--- REQUIRED WORK ---
Pull every line that holds the word "hand" from the entries.

Records from a data source:
━━━
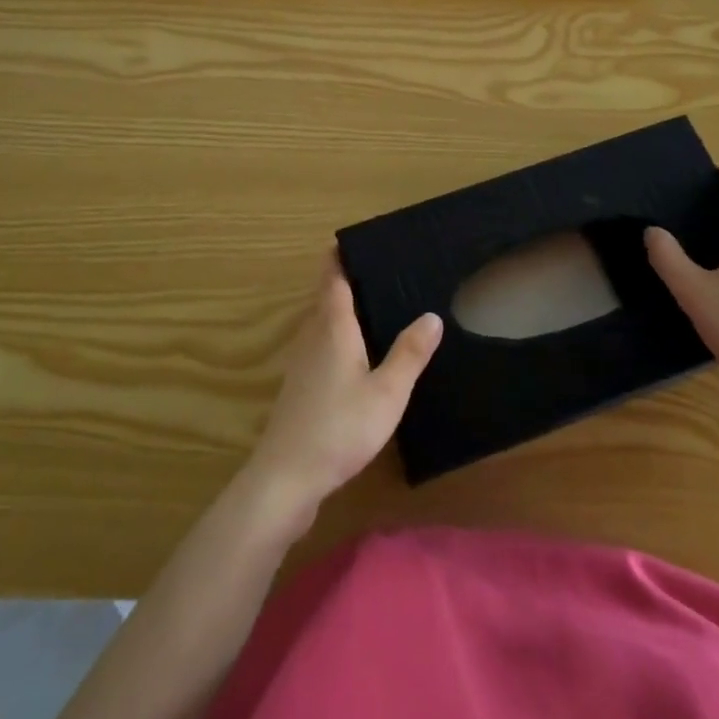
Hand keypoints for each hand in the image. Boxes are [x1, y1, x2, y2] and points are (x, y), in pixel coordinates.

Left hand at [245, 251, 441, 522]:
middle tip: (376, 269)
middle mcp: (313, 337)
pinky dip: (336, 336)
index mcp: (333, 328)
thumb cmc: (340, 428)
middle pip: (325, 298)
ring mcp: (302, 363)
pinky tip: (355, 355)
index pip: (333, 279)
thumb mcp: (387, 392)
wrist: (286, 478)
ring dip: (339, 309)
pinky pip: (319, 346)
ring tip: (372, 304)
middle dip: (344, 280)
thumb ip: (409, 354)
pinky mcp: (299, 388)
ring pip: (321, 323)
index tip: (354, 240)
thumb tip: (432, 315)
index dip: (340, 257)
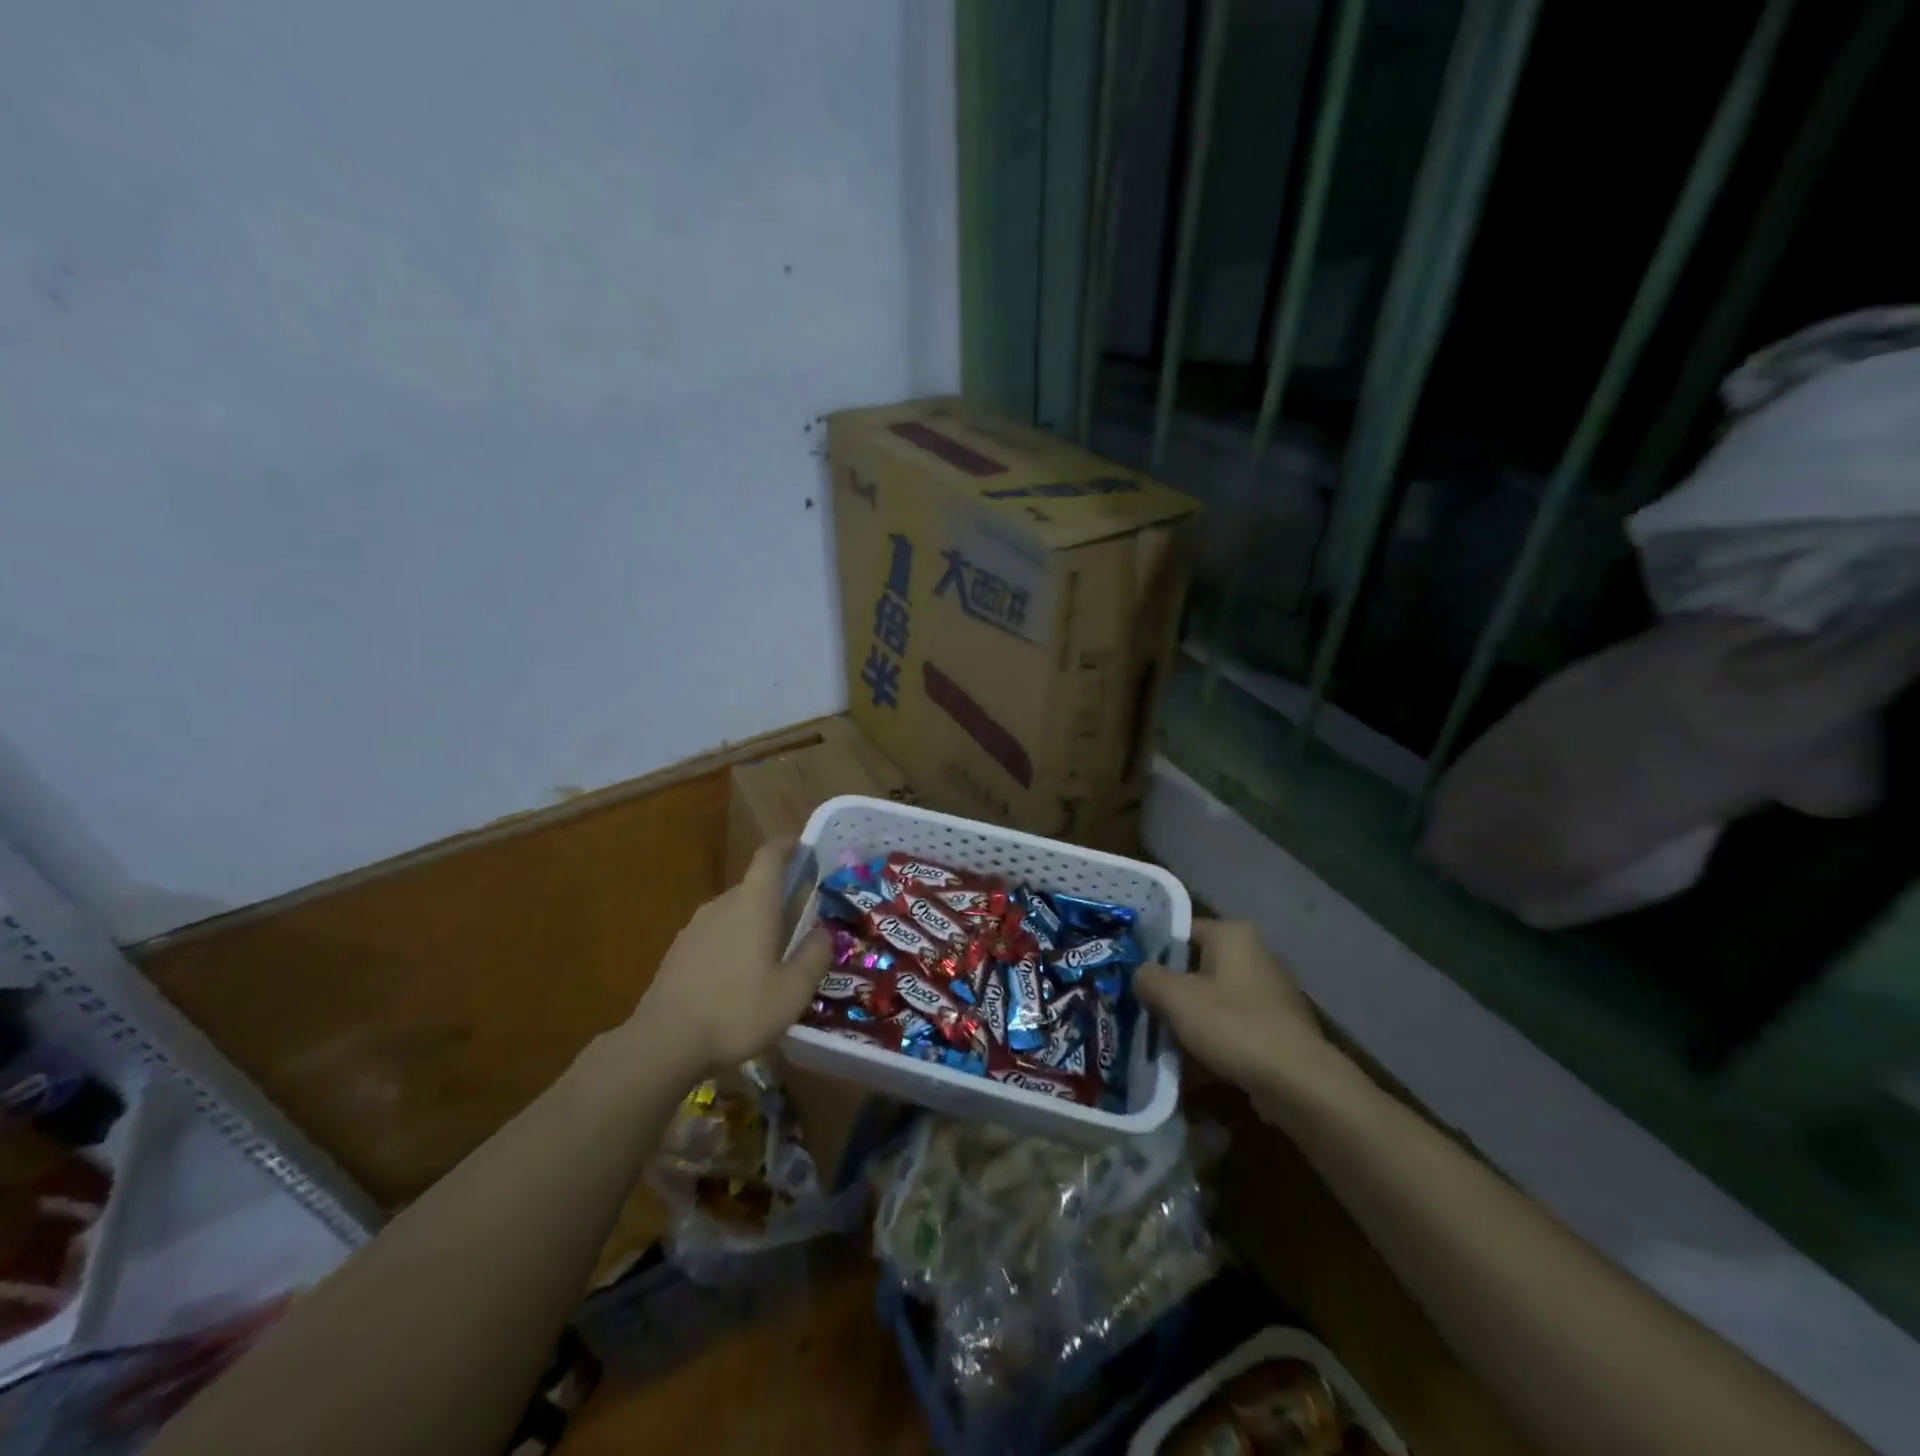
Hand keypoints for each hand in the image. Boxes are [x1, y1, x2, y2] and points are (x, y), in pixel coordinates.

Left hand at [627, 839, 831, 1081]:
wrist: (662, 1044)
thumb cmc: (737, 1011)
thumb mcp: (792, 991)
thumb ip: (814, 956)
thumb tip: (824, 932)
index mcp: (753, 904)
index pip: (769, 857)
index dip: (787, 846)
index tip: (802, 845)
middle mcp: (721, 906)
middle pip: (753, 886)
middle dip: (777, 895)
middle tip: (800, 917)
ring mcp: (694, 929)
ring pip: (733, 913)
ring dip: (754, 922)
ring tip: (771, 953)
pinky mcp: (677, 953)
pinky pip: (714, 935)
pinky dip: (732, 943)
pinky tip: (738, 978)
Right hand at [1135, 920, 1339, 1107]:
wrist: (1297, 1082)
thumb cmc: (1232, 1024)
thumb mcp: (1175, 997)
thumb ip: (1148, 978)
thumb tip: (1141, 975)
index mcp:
━━━
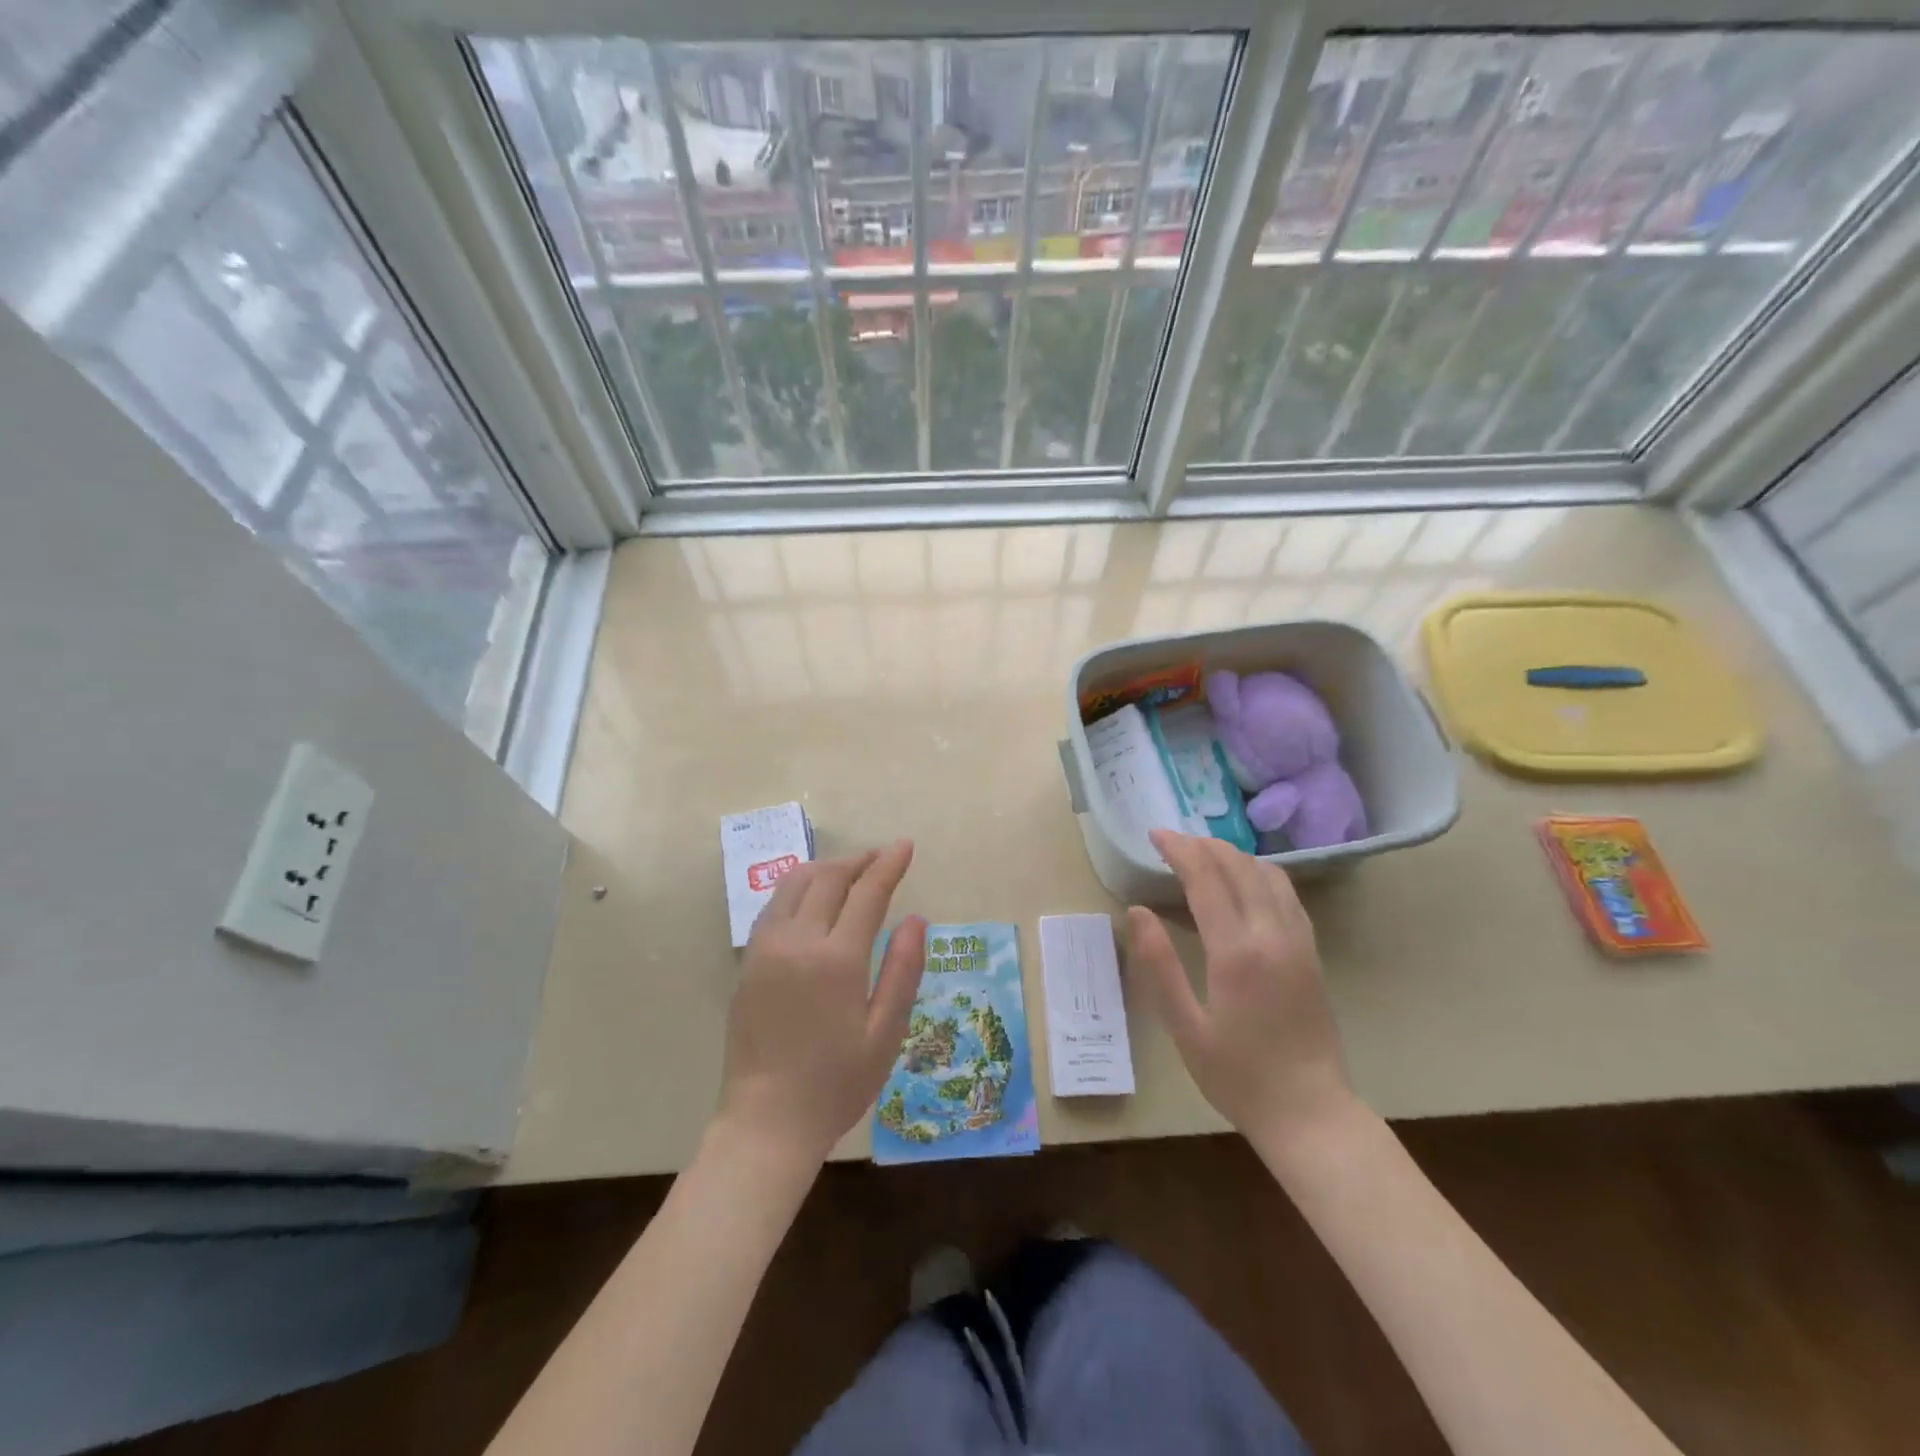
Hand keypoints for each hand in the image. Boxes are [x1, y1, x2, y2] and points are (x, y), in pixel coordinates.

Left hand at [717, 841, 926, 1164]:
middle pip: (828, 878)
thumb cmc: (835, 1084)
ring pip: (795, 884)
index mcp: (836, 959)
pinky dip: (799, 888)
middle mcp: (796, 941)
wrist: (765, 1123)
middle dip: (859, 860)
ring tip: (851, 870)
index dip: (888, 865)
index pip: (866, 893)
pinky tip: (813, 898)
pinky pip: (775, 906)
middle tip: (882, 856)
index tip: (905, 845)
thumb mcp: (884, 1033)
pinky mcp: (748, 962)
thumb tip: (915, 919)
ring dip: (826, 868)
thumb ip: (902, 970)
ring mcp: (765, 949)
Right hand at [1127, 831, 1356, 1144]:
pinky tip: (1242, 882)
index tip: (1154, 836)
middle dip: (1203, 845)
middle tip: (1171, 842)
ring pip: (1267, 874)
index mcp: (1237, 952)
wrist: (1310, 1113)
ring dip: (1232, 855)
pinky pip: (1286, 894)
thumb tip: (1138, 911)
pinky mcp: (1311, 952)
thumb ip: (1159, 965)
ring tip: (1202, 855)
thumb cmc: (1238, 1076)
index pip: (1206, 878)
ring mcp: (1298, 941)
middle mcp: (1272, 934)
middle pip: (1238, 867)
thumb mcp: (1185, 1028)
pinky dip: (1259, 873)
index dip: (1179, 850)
━━━
--- RESPONSE AREA ---
Hand keypoints for each hand in the image. Boxes are [x1, y1, x2, y2] and points are (x, y), in pixel coordinates.
Left hand at [245, 251, 441, 522]:
Hand keypoints for each hand in the image. Boxes are [x1, y1, x2, y2] and points are (x, y), in pixel coordinates.
Left hand at [627, 839, 831, 1081]:
Right hand at [1135, 920, 1339, 1107]:
Hand keypoints for each hand in the image. Boxes are [x1, y1, x2, y2] and points are (x, y), in pixel coordinates.
Left hand at [717, 841, 926, 1164]:
Right hand at [1127, 831, 1356, 1144]:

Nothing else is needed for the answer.